Orphans are quiet; you find them by their traces, not by an error at the moment they are created.

  • A flag in the flag service that has been at 100% (or 0%) for weeks with no scheduled removal, and whose name references a feature that is fully launched.
  • Dead branches in code: an if (flags.enable_x) whose else arm is unreachable in production because the flag never flips back.
  • A column that appears in INSERT/UPDATE statements but in no SELECT — written but never read — visible by grepping the codebase or by query-log analysis.
  • The reverse: a column still read by a fallback path that someone believed was dead, surfacing as a NULL-related error (column "new_total" contains null values, failed NOT NULL add) when the old column is dropped too early.
  • Migration history shows an ADD COLUMN with no matching DROP COLUMN months later, or a flag-gated read with no corresponding cleanup commit.

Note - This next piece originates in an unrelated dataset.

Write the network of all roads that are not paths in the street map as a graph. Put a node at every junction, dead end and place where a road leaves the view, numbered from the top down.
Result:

The error case — dropping a column the fallback still reads — is the one that causes an incident. The orphan case just causes slow rot, but both come from the same missing discipline.

Root Cause Analysis

A flag-coupled schema change has two independent pieces of state that must be torn down in the right relationship: the flag (which decides whether code reads the new path) and the schema (the new column, and the old column it replaces). The new column’s read path is gated by the flag so that you can roll the feature forward and back without a deploy. That coupling is what makes the rollout safe — but it also means the schema cannot be contracted while the flag still has any path that depends on the old shape.

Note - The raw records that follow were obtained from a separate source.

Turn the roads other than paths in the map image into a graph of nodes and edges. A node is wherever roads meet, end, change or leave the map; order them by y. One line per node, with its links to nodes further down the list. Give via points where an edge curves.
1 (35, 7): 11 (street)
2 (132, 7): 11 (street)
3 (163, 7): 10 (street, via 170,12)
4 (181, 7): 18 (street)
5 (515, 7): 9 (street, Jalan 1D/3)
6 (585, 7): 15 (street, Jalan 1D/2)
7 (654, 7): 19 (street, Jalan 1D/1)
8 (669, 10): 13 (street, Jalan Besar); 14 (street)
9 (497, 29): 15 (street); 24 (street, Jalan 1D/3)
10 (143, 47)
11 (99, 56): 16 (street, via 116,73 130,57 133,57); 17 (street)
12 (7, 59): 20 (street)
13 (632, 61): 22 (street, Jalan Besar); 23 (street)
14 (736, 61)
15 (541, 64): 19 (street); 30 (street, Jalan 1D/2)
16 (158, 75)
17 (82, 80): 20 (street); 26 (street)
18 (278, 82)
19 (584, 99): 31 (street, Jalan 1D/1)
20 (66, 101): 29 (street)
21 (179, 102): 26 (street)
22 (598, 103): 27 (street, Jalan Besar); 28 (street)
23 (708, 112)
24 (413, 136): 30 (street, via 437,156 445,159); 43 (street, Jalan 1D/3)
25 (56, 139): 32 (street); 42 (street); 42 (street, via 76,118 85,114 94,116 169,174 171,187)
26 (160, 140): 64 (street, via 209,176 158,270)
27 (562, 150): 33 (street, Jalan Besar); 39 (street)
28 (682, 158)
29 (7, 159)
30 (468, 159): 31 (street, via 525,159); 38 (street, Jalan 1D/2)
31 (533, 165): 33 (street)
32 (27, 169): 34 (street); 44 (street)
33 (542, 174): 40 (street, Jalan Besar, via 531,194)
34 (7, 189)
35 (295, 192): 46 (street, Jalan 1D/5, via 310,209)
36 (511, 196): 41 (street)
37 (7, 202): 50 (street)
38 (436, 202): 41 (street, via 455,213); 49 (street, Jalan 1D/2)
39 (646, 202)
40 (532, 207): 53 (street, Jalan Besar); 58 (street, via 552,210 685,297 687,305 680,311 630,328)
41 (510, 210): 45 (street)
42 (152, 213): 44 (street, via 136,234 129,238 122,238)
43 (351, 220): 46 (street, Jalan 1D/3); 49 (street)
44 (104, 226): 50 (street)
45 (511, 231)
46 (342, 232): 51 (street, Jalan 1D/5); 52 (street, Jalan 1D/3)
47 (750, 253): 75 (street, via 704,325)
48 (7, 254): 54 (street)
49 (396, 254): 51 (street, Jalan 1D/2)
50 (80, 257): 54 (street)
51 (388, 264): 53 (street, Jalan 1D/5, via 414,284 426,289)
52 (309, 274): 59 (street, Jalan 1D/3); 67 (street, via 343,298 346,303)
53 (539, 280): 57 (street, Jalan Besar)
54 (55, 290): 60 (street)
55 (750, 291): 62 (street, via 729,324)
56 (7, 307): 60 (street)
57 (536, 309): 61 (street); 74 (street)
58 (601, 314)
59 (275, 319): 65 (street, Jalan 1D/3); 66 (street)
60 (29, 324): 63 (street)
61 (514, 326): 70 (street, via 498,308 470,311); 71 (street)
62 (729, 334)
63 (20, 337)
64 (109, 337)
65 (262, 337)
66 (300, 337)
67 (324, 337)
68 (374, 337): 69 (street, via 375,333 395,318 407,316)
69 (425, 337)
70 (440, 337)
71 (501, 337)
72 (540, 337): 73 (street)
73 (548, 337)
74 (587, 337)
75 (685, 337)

The orphan-column case happens when the flag reaches 100% and the team moves on: the feature works, so nobody removes the flag, and because the flag still exists the old column “might be needed for fallback” and is never dropped. The orphan-flag case is the same inertia from the other side: the column is dropped, the new path is the only path, but the now-constant flag is left in the code because removing it is unglamorous.

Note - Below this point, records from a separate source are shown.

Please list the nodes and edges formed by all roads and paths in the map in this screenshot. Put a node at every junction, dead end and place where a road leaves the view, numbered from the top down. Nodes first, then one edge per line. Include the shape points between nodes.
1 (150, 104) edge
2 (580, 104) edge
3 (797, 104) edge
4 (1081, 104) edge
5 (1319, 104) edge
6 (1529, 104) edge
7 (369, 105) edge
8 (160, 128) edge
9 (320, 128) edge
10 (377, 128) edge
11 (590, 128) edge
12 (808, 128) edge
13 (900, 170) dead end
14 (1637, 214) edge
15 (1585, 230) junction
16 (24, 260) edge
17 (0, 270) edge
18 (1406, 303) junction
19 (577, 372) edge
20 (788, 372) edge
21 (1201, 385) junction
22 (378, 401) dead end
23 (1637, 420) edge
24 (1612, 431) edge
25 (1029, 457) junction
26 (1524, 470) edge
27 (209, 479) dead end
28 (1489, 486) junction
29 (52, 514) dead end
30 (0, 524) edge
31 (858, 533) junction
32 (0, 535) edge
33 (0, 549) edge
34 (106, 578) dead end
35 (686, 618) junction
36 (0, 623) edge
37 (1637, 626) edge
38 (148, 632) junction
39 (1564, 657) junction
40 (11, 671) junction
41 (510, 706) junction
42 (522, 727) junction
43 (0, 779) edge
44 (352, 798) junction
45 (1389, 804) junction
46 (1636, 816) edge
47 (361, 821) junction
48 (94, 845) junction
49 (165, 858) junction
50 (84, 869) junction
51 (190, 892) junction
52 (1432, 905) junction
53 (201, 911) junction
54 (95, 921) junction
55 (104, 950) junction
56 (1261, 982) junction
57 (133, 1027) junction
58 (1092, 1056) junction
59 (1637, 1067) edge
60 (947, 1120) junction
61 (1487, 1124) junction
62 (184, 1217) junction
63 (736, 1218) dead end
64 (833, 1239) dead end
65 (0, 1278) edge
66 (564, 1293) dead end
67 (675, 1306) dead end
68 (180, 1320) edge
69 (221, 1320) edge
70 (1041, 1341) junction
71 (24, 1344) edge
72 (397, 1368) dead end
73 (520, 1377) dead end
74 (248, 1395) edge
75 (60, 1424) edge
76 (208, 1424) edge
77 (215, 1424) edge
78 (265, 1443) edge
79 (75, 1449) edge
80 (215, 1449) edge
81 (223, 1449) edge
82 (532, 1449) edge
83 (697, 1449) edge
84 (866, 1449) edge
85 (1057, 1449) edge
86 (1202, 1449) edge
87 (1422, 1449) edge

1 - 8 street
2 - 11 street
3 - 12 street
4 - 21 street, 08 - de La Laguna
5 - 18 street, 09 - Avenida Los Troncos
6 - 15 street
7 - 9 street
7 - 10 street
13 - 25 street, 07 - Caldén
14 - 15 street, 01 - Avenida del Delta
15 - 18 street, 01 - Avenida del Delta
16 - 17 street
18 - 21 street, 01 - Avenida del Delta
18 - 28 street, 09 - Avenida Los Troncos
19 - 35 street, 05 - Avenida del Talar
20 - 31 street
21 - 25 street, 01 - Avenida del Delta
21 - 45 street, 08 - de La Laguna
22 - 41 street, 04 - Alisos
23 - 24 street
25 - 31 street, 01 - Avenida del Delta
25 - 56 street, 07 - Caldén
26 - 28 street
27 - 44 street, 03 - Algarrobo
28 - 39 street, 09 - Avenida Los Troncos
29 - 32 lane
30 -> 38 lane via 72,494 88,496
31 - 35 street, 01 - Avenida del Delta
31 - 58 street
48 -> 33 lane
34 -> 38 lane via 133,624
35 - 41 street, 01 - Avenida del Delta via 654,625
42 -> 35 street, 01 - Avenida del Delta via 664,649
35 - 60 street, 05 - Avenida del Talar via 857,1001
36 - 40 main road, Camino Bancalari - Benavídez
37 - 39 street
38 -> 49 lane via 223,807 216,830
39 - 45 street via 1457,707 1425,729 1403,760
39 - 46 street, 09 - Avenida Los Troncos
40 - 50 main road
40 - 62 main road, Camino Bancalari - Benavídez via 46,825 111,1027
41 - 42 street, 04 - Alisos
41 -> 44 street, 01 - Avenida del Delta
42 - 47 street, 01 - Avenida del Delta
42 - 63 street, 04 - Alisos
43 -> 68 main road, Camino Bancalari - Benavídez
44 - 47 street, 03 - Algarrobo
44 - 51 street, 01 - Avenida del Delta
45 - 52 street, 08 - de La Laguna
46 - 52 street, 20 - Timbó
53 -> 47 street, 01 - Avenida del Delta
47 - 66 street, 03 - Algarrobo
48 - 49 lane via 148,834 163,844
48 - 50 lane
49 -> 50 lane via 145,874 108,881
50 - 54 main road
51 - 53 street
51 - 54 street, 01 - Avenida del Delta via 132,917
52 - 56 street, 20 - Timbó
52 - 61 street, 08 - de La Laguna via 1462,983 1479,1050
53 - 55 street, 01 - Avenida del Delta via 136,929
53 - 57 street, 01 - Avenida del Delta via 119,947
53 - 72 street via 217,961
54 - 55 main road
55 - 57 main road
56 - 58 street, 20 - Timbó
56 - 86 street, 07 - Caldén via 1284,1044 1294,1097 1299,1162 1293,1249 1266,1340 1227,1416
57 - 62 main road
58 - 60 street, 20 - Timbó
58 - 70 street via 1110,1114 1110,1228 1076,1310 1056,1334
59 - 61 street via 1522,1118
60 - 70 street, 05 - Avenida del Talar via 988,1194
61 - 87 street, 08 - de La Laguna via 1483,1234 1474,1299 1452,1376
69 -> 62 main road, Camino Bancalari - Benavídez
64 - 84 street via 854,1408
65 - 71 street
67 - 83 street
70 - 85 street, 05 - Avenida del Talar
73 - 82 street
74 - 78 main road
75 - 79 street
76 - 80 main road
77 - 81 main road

The incident case happens when teardown runs out of order — dropping the old column while the flag is below 100% or while some fallback read still references it. At that point a request that falls through to the old path hits a column that no longer exists, or a NOT NULL constraint added to the new column rejects a row the old path was still writing.

Teardown step done out of order Result
Drop old column before flag is 100% Fallback reads hit a missing column → errors
Remove flag before new column is fully populated Reads return NULL for unbackfilled rows
Ramp to 100% but never remove flag Orphan flag — dead config forever
Remove flag but never drop old column Orphan column — written but never read

The correct sequence is strictly ordered, and it is the read-side mirror of the additive deploy order in the Expand and Contract Methodology: you expand, you migrate reads behind the flag, you prove the new path, then you contract — and the flag must be retired between “prove” and “contract.”

Flag-and-schema teardown order A left-to-right timeline showing the four teardown steps in order: ramp the flag to 100 percent, confirm zero fallback reads, remove the flag, then drop the old column. Teardown Order 1. Ramp flag to 100% 2. Confirm zero fallback 3. Remove flag + dead branch 4. Contract drop old column Each step gates the next; the schema is contracted only after the flag is gone.
The flag is always removed before the schema contracts, so no fallback path can ever reference a column that has been dropped.

Immediate Mitigation

If you have found an orphan, or a teardown is mid-flight and you need to make it safe, proceed by which orphan you have.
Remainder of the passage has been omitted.